Extracted data below:

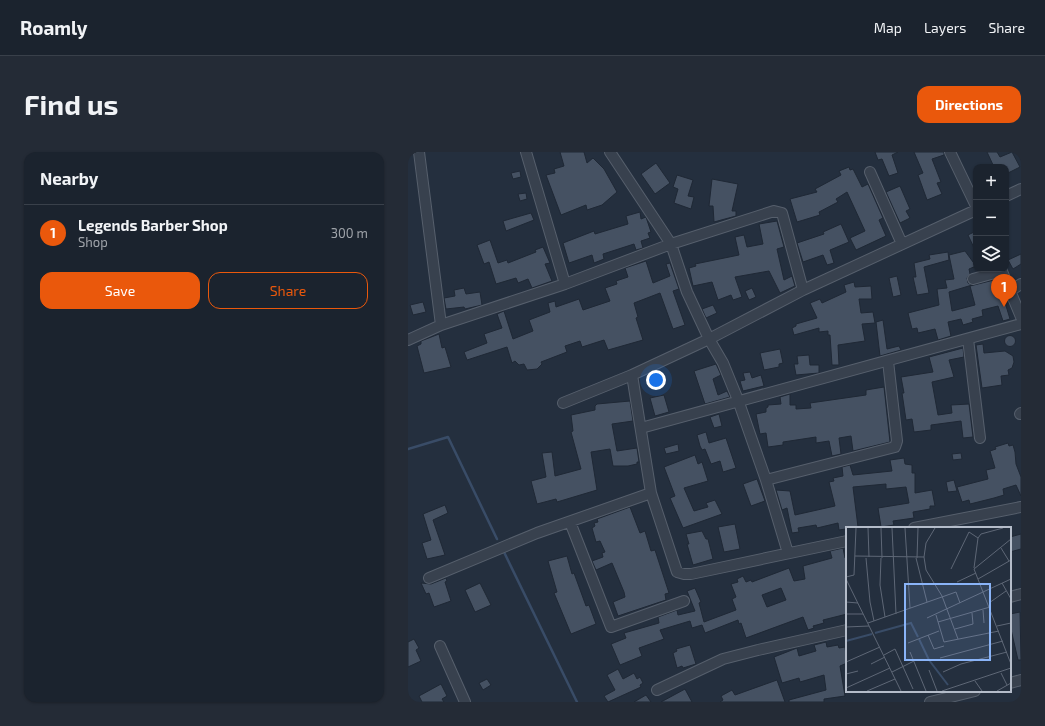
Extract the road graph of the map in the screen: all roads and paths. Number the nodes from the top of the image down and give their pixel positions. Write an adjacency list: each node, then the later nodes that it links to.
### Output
1 (419, 152): 21 (street)
2 (526, 152): 15 (street)
3 (610, 152): 10 (street)
4 (950, 152): 8 (street)
5 (870, 172): 11 (street)
6 (1021, 189): 7 (street)
7 (1009, 195)
8 (973, 200)
9 (973, 211): 11 (street)
10 (671, 244): 15 (street); 17 (street); 22 (street)
11 (902, 244): 17 (street)
12 (996, 272): 14 (street)
13 (1003, 272): 18 (street)
14 (973, 280)
15 (565, 284): 21 (street)
16 (1021, 284): 18 (street)
17 (803, 290): 22 (street)
18 (1010, 291): 19 (street)
19 (1021, 318)
20 (1021, 324): 24 (street)
21 (441, 325): 23 (street)
22 (709, 339): 26 (street); 27 (street)
23 (408, 340)
24 (968, 340): 25 (street); 30 (street)
25 (888, 361): 27 (street); 31 (street)
26 (632, 375): 28 (street); 29 (street)
27 (738, 400): 29 (street); 31 (street)
28 (563, 403)
29 (640, 428): 32 (street)
30 (980, 438)
31 (766, 480): 37 (street)
32 (651, 493): 34 (street); 37 (street)
33 (1021, 507): 35 (street)
34 (570, 522): 38 (street); 41 (street)
35 (919, 527)
36 (846, 541): 37 (street)
37 (788, 553)
38 (429, 578)
39 (1021, 594): 40 (street)
40 (1011, 597)
41 (684, 601)
42 (846, 630): 46 (street)
43 (440, 646): 48 (street)
44 (1021, 680): 45 (street)
45 (1011, 683)
46 (657, 690)
47 (971, 692): 49 (street)
48 (465, 702)
49 (930, 702)

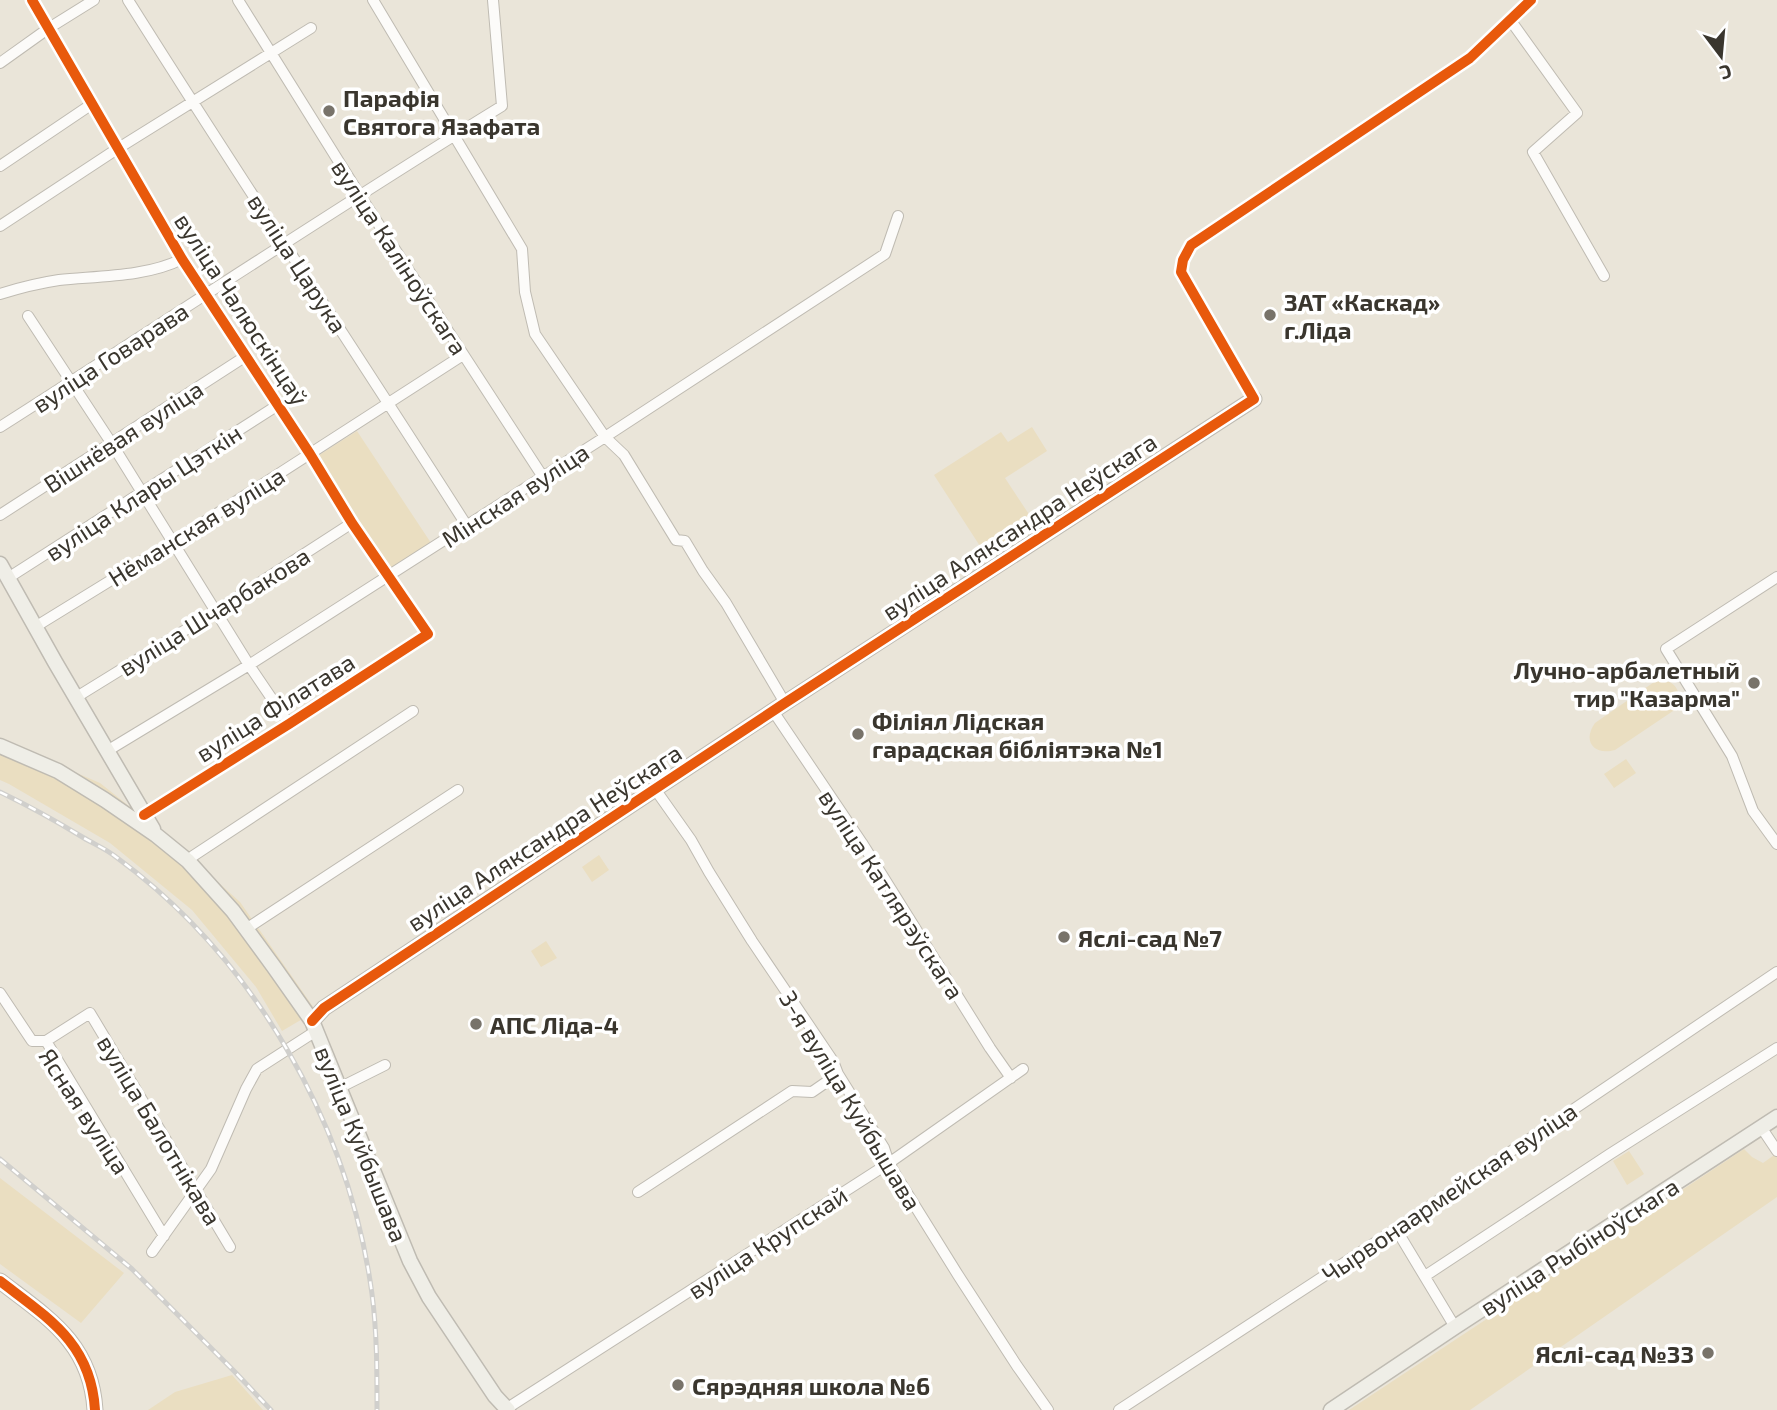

End of Extracted data.

_Task_:
Could every line above be set down exactly, with the pictures omitted?

_Solution for this problem_:
Extract the road graph of the map in the screen: all roads and paths. Number the nodes from the top of the image down and give their pixel positions. Write an adjacency list: each node, then the later nodes that it links to.
### Output
1 (419, 152): 21 (street)
2 (526, 152): 15 (street)
3 (610, 152): 10 (street)
4 (950, 152): 8 (street)
5 (870, 172): 11 (street)
6 (1021, 189): 7 (street)
7 (1009, 195)
8 (973, 200)
9 (973, 211): 11 (street)
10 (671, 244): 15 (street); 17 (street); 22 (street)
11 (902, 244): 17 (street)
12 (996, 272): 14 (street)
13 (1003, 272): 18 (street)
14 (973, 280)
15 (565, 284): 21 (street)
16 (1021, 284): 18 (street)
17 (803, 290): 22 (street)
18 (1010, 291): 19 (street)
19 (1021, 318)
20 (1021, 324): 24 (street)
21 (441, 325): 23 (street)
22 (709, 339): 26 (street); 27 (street)
23 (408, 340)
24 (968, 340): 25 (street); 30 (street)
25 (888, 361): 27 (street); 31 (street)
26 (632, 375): 28 (street); 29 (street)
27 (738, 400): 29 (street); 31 (street)
28 (563, 403)
29 (640, 428): 32 (street)
30 (980, 438)
31 (766, 480): 37 (street)
32 (651, 493): 34 (street); 37 (street)
33 (1021, 507): 35 (street)
34 (570, 522): 38 (street); 41 (street)
35 (919, 527)
36 (846, 541): 37 (street)
37 (788, 553)
38 (429, 578)
39 (1021, 594): 40 (street)
40 (1011, 597)
41 (684, 601)
42 (846, 630): 46 (street)
43 (440, 646): 48 (street)
44 (1021, 680): 45 (street)
45 (1011, 683)
46 (657, 690)
47 (971, 692): 49 (street)
48 (465, 702)
49 (930, 702)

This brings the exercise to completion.